Меседу не сможет стать счастливой с Садуллой-хазратом, и не только из-за полувековой разницы в возрасте. Он был мрачным, холодным, замкнутым человеком. Жены Садуллы-хазрата страдали из-за его тяжелого характера и чрезмерной, даже по меркам консервативной жизни аула, плодовитости: каждая из четырех жен родила ему не меньше десятка детей. Старшие уже давно имели своих детей, а младшие только учились ходить.

Дом муллы, стоявший рядом с мечетью, напоминал крепость за высокой каменной оградой. Женщины не имели права выходить за ворота без сопровождения мужа, а поскольку бо́льшую часть дня мулла проводил в мечети, его жены оставались вынужденными затворницами, хотя все их односельчанки были свободны в своих перемещениях. И Меседу добровольно соглашалась на такую жизнь. Ее не пугали затворничество, беспрекословное послушание, тяжелая домашняя работа и частые роды. Она видела в этом замужестве свое истинное предназначение.

Услышав голос отца, Айбала встала и пошла на кухню.

Он сидел за столом в ожидании обеда, а мать перекладывала из кастрюли в миску горячий хинкал.

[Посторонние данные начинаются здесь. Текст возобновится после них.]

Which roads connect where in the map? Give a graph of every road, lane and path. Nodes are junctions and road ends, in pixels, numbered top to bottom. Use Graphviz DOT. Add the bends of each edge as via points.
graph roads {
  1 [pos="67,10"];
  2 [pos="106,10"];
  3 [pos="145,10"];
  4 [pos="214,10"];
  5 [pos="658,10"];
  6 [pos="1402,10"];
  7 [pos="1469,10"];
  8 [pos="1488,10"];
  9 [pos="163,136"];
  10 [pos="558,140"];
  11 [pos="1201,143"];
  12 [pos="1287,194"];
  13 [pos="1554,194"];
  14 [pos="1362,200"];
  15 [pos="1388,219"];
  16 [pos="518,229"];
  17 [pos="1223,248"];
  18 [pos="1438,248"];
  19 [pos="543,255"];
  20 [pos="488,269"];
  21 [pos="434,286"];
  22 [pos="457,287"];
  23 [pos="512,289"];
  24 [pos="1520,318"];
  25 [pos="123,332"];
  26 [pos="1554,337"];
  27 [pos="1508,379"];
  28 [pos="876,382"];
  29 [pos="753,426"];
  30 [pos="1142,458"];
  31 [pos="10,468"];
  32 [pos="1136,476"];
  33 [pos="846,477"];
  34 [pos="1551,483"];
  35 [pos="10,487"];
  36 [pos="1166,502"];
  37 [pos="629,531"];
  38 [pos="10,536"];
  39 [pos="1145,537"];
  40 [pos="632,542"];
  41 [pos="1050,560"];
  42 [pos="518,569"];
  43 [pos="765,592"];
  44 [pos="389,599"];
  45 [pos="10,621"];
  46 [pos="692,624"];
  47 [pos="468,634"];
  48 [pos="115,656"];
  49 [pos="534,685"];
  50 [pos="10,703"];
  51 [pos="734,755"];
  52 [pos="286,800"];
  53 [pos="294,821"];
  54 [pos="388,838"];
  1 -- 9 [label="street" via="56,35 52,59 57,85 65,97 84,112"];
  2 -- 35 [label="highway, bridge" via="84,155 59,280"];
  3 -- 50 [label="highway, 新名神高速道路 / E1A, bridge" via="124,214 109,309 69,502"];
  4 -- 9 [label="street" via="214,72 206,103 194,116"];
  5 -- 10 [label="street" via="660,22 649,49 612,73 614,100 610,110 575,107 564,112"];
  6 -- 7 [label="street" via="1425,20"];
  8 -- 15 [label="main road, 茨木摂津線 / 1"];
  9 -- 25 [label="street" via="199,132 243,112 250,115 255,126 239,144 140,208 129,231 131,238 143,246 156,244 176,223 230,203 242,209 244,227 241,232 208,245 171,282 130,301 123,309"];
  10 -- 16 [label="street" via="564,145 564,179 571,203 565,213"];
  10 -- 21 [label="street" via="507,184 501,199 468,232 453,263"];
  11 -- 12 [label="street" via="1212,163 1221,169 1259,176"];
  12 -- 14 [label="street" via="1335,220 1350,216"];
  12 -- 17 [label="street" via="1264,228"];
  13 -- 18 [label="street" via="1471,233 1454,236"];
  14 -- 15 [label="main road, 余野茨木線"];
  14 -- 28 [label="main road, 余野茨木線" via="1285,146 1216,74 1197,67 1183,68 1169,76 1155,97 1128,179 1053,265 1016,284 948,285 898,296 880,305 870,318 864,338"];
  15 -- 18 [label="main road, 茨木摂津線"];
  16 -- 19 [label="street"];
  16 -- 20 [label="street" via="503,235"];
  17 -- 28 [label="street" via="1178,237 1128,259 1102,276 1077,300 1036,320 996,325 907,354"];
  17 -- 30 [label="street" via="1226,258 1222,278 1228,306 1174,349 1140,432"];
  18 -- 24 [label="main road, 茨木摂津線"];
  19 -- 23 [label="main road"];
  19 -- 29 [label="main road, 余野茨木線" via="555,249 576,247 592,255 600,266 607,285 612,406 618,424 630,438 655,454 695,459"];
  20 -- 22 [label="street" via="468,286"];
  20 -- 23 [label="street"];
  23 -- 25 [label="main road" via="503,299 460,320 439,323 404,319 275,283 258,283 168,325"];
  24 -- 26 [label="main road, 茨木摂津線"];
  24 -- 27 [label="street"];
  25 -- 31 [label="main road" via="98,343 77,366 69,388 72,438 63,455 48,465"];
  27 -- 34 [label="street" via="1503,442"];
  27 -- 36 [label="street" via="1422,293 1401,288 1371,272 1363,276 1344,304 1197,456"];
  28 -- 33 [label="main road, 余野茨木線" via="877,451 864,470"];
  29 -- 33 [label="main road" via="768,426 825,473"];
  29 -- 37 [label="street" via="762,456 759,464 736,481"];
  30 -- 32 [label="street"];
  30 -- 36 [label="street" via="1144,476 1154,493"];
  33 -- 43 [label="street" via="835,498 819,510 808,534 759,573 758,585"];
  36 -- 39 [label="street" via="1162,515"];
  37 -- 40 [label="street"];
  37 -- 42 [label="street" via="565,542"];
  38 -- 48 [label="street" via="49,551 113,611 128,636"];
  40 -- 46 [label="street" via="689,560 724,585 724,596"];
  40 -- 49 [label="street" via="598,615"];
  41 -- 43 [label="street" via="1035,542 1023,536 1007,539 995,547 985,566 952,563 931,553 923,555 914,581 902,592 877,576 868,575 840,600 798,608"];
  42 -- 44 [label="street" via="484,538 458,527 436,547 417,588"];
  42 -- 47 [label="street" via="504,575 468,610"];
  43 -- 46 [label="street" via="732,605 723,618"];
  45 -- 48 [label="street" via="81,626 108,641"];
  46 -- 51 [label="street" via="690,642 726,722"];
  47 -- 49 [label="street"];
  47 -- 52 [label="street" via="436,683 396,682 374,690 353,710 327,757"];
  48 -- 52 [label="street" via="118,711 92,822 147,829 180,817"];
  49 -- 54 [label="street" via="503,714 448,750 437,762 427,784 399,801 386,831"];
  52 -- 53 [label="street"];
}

Она вела себя так, будто ничего не случилось.

Айбала почувствовала, как внутри нее поднимается незнакомая, пугающая волна гнева, словно за старика засватали ее, а не Меседу. Она справилась с собой и спросила своим обычным тихим голосом:

– Отец, ты уже знаешь?

Джавад посмотрел на Айбалу удивленно, а Шуше – сердито. Она хотела сама сообщить новость мужу, выбрав для этого более подходящее время. Обычно после обеда Джавад пребывал в благодушном настроении, а хинкал он любил больше остальных блюд, поэтому Шуше специально расстаралась, даже сделала чесночный соус, чтобы Джаваду было во что обмакивать хинкал.

 

– Что случилось, Айбала? – спросил Джавад, почувствовав напряжение между женой и дочерью. – Что произошло, пока я помогал Максуду?

– Я не успела тебе рассказать, вот прямо сейчас хотела, – вмешалась Шуше. – Приходила Зури сватать Меседу.

– Сватать Меседу? – Джавад отложил кусок лепешки, который собирался обмакнуть в соус. – За кого?

– За Садуллу-хазрата, да продлит Аллах его годы.

– Надеюсь, ты ей отказала?

Шуше отвернулась, чтобы закрыть кастрюлю крышкой, а сама обдумывала, что ответить мужу. Ох и устроит же она Айбале за ее самовольное вмешательство!..

– Ай, как я могла отказать? – Шуше пристроила крышку на место и всплеснула руками. – Садулла-хазрат святой человек, выйти за него – большая честь. Что до возраста, так у него до сих пор рождаются дети. Мулла хорошо заботится о женах, у него большой дом и достаток, по Шариату он имеет право взять себе еще одну жену. Меседу сама захотела, она так просила…

– Ты шутишь, женщина? – Джавад нахмурился, что не предвещало ничего хорошего.

– Мама говорит правду, – вмешалась Айбала. – Ты ведь не отдашь за него Меседу?

– Меседу сама захотела! – повторила Шуше, бросив на дочь очередной сердитый взгляд. – Разве я могла ей отказать после того, как наши старшие дочери сами решили, за кого им выходить?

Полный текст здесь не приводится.